On Thursday, 6 June 2013 at 16:06:44 UTC, Tyler Jameson Little wrote:
On Friday, 31 May 2013 at 00:57:33 UTC, Minas Mina wrote:
I don't think this is useful.

At least when I see "auto" in the code I immediately understand what's going on, whereas with this proposal I have to double check my code to see if it's ":=" or "=".

First off, I write a _lot_ of Go code, and I _love_ the := there. It makes things nice and simple, and it fits nicely into the rest of the Go syntax. However, I don't think it belongs in D because it changes the flow of the code.

The problem is where type specifiers are expected to go. In D (and most other C-like languages), types go before the identifiers:

    int x, y, z;

When scanning code, if I see a type identifier, I know it's declaring something. I immediately know the scope and all is well.

In Go, types go after the identifiers:

    func example(x, y, z int) {}

This is only broken by var|type, which are completely different expressions.

For Go, the := makes perfect sense, because when you read Go code, you expect the identifier first, then the type. In D however, nothing else (correct me if I'm wrong) has this syntax.

I have no problem with the := syntax, I just think it doesn't make syntactic sense. It subtly breaks the idioms of the language, all for very little gain.

So maybe =: for D? :P
Naa, just kidding.

I would be okay with type blocks, or the presented math {} block (which could do all sorts of new and exciting things) because that would fit more nicely into the language.

If the OP really wants this, he/she can easily write a pre-processor for D code that he/she uses on his/her own personal projects.
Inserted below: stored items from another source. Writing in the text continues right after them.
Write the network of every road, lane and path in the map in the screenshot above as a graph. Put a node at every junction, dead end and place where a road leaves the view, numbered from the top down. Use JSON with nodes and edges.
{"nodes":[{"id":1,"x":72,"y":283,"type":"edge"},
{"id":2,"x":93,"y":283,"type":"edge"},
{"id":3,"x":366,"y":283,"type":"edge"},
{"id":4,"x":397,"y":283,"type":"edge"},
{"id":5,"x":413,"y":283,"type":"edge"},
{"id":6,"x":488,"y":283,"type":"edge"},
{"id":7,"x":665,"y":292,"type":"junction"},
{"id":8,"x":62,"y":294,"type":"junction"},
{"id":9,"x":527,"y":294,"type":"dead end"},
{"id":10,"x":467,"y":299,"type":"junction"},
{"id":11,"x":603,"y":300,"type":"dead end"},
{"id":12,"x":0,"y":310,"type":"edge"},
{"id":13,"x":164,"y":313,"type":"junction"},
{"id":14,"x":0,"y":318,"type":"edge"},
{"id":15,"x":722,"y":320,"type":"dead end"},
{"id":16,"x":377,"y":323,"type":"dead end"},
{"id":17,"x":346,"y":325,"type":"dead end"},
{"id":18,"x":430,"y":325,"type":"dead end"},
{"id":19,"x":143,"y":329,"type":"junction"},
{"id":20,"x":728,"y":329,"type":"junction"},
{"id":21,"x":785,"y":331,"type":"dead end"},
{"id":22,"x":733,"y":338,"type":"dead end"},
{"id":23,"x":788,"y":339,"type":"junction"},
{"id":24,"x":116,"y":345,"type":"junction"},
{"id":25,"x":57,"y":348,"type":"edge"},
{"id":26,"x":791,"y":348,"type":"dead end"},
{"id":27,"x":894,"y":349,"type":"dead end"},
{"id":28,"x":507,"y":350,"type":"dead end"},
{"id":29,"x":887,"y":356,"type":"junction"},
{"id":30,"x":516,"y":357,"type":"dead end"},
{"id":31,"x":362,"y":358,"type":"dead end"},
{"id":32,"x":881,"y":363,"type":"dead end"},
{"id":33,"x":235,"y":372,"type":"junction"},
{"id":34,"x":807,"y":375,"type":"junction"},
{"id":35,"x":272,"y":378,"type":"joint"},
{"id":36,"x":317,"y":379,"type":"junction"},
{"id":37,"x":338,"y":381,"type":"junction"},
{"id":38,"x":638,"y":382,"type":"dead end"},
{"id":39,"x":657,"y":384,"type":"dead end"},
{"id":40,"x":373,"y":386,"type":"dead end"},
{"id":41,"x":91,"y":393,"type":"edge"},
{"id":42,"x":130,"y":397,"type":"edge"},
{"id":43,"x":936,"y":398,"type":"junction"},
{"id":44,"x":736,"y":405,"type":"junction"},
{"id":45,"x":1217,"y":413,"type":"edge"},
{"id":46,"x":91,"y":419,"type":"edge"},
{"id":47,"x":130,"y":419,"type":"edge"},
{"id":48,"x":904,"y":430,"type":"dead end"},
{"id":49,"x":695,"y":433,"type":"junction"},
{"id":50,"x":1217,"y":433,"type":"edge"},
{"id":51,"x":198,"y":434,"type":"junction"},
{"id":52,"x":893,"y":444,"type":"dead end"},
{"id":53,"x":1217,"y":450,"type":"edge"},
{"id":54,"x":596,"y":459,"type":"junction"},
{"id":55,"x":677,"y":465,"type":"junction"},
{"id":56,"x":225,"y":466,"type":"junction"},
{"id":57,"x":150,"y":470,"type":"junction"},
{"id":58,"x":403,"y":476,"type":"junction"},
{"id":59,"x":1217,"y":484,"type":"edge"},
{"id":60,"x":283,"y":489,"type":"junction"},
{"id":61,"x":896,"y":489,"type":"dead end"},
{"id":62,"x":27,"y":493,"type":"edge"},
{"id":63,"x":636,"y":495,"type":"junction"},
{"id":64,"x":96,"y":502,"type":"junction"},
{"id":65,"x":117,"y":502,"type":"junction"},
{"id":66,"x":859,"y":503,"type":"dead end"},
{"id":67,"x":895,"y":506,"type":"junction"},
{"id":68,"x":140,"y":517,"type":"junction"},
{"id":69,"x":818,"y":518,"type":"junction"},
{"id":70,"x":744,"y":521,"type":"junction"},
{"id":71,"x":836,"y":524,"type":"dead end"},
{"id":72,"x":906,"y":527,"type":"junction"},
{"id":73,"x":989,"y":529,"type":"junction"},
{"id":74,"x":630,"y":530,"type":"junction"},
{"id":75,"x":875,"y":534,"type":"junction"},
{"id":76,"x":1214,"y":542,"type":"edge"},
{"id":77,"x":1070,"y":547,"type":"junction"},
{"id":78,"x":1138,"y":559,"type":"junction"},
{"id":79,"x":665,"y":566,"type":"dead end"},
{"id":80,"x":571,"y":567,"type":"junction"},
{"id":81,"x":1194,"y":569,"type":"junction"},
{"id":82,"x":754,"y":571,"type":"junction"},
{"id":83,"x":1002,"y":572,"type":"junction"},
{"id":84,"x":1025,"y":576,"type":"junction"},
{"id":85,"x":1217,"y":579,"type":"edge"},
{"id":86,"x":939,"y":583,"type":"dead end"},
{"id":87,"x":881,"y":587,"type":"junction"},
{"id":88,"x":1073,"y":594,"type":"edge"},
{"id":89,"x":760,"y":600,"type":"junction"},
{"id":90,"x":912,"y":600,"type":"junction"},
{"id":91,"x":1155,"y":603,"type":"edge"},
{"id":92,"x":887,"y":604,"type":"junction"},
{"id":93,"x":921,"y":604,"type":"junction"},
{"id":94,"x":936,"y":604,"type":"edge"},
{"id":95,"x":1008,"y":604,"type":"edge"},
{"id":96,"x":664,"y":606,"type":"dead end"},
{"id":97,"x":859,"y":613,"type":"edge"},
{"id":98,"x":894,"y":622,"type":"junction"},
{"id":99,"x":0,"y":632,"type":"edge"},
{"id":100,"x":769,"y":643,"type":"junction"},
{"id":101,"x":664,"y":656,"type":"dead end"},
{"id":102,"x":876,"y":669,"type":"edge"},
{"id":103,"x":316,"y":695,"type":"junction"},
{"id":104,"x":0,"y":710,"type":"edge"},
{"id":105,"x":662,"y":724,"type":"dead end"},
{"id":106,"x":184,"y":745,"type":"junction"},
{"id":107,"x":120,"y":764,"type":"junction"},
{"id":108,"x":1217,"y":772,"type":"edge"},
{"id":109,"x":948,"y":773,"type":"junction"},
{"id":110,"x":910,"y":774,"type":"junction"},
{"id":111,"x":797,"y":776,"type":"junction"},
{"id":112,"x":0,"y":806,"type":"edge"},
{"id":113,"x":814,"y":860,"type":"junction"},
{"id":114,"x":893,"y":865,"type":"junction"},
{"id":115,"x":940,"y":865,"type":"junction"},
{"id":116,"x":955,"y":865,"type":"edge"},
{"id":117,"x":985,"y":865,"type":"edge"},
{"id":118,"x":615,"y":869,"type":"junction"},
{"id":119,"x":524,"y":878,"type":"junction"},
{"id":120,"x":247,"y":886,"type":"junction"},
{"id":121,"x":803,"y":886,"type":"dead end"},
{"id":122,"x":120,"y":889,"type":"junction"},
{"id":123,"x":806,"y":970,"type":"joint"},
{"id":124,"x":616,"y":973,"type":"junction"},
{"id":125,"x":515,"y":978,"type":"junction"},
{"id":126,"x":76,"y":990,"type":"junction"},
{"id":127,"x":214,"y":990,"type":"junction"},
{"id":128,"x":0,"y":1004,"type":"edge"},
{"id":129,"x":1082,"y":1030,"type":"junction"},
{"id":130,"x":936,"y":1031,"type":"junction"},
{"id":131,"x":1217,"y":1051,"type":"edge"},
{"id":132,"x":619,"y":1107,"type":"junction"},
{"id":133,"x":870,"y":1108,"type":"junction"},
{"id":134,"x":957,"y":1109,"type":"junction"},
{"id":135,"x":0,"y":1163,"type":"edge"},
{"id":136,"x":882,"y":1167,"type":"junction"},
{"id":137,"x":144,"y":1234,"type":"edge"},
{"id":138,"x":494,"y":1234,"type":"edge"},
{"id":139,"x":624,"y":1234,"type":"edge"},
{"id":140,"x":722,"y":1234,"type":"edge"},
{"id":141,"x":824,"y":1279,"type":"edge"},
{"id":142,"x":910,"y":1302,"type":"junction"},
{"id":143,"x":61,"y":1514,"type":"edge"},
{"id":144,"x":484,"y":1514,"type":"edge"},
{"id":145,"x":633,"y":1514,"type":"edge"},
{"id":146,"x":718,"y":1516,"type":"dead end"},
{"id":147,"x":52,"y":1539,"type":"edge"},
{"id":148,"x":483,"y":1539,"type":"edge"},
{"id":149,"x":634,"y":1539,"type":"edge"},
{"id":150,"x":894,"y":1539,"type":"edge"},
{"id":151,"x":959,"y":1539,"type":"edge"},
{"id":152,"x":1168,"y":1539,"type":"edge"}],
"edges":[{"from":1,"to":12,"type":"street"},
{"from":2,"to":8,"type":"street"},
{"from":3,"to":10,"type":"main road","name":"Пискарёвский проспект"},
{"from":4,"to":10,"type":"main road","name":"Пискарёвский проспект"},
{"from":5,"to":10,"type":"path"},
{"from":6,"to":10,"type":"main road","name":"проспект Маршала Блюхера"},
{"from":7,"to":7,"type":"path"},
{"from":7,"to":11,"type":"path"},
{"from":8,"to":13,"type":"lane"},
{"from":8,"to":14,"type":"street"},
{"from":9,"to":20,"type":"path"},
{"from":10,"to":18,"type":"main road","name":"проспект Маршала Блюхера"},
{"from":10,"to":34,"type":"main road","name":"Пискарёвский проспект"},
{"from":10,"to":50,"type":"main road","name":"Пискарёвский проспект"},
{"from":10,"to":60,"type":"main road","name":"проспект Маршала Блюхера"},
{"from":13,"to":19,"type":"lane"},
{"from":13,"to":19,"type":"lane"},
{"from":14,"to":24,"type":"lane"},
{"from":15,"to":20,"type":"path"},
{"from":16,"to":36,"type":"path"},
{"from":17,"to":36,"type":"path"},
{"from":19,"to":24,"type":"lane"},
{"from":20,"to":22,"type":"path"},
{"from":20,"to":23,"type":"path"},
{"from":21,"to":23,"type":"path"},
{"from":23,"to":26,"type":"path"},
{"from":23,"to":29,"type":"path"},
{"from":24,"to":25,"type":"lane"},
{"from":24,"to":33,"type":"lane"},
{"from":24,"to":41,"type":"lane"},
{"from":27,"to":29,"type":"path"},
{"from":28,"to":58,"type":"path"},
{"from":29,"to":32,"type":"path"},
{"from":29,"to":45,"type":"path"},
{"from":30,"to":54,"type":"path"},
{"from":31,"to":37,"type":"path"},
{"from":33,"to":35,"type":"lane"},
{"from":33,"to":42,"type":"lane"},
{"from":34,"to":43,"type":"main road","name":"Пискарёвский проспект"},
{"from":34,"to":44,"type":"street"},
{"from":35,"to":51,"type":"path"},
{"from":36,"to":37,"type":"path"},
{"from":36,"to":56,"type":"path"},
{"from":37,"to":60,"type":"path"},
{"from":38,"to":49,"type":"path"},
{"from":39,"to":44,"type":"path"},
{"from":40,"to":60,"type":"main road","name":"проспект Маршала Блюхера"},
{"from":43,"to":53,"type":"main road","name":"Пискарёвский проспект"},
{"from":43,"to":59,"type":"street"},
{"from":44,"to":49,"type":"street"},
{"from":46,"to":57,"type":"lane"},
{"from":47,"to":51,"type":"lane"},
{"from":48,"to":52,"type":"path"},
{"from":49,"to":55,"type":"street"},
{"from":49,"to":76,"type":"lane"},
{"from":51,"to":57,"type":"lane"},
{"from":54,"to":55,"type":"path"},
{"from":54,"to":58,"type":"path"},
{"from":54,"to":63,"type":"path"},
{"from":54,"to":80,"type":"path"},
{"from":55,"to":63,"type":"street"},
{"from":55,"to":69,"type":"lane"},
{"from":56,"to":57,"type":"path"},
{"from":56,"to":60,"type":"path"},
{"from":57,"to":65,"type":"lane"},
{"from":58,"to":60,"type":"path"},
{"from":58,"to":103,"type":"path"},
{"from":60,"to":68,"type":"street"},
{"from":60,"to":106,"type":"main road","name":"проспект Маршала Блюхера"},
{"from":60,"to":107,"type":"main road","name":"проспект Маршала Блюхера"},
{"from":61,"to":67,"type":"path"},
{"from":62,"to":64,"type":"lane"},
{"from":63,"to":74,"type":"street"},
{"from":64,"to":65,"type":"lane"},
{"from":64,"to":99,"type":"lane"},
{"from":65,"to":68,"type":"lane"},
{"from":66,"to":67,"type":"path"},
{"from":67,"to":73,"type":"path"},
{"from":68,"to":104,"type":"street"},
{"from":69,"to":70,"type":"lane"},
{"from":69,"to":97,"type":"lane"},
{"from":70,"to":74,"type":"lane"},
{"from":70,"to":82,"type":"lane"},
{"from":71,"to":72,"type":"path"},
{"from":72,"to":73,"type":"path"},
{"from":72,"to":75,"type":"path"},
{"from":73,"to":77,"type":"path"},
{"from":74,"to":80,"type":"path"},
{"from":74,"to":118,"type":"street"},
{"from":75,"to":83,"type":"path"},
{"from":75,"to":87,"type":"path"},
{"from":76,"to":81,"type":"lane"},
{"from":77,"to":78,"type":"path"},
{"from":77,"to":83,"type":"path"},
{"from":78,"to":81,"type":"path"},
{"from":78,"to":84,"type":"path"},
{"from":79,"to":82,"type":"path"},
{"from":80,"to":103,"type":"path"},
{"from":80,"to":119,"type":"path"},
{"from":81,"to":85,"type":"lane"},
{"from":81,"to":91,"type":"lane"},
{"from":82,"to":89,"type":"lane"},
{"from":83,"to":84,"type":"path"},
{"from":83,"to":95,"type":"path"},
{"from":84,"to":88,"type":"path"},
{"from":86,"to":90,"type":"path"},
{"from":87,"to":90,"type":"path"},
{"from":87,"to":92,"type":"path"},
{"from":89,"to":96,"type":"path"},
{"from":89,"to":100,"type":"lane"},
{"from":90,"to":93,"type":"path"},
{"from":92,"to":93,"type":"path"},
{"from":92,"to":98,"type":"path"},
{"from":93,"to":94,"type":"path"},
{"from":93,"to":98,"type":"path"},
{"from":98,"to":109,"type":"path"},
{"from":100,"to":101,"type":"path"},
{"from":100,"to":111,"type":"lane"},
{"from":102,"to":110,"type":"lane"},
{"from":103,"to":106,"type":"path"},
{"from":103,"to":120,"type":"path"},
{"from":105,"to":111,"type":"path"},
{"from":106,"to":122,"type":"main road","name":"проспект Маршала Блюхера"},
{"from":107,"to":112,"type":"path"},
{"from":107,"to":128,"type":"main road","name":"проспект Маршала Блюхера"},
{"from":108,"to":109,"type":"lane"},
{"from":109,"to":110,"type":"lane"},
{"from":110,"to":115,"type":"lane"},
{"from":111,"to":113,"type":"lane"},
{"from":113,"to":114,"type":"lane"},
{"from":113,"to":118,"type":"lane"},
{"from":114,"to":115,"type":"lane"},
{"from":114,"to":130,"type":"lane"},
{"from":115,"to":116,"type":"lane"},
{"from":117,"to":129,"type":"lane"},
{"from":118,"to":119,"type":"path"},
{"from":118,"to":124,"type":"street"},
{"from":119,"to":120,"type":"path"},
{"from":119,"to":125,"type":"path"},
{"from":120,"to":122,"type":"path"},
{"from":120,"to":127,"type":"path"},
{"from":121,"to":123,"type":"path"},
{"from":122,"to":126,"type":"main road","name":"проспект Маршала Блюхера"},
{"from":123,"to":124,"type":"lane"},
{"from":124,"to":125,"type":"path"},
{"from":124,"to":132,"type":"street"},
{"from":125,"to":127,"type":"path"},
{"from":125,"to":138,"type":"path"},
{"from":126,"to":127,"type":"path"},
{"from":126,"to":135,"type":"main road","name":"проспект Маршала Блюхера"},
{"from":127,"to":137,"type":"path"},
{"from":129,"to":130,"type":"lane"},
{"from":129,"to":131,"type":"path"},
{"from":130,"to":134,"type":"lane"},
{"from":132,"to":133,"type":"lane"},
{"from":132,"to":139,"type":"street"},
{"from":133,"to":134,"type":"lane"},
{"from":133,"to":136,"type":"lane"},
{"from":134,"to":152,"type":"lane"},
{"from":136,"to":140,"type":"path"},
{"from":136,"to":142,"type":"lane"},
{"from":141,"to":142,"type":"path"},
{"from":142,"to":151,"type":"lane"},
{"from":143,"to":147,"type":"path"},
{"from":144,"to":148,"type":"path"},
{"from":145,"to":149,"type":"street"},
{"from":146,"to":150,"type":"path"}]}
A completely untested regex:

    rsync src compilable-source
find compilable-source/ -name "*.d" -exec sed -i "s/\(\\w+\)\\s*:=/auto \1 =/g" {}+

There, feature done in two lines of shell...

+1

AFAIK Namespace (user with such nickcname) already wrote preprocesor for D with syntax candies he likes.

I bet if math guys were so interested in D they would do the same at some point.

I personally don't care about that :=. Probably won't use as I am already familiar and fine with auto. I believe though that letting achieving same thing in different ways will just bring troubles.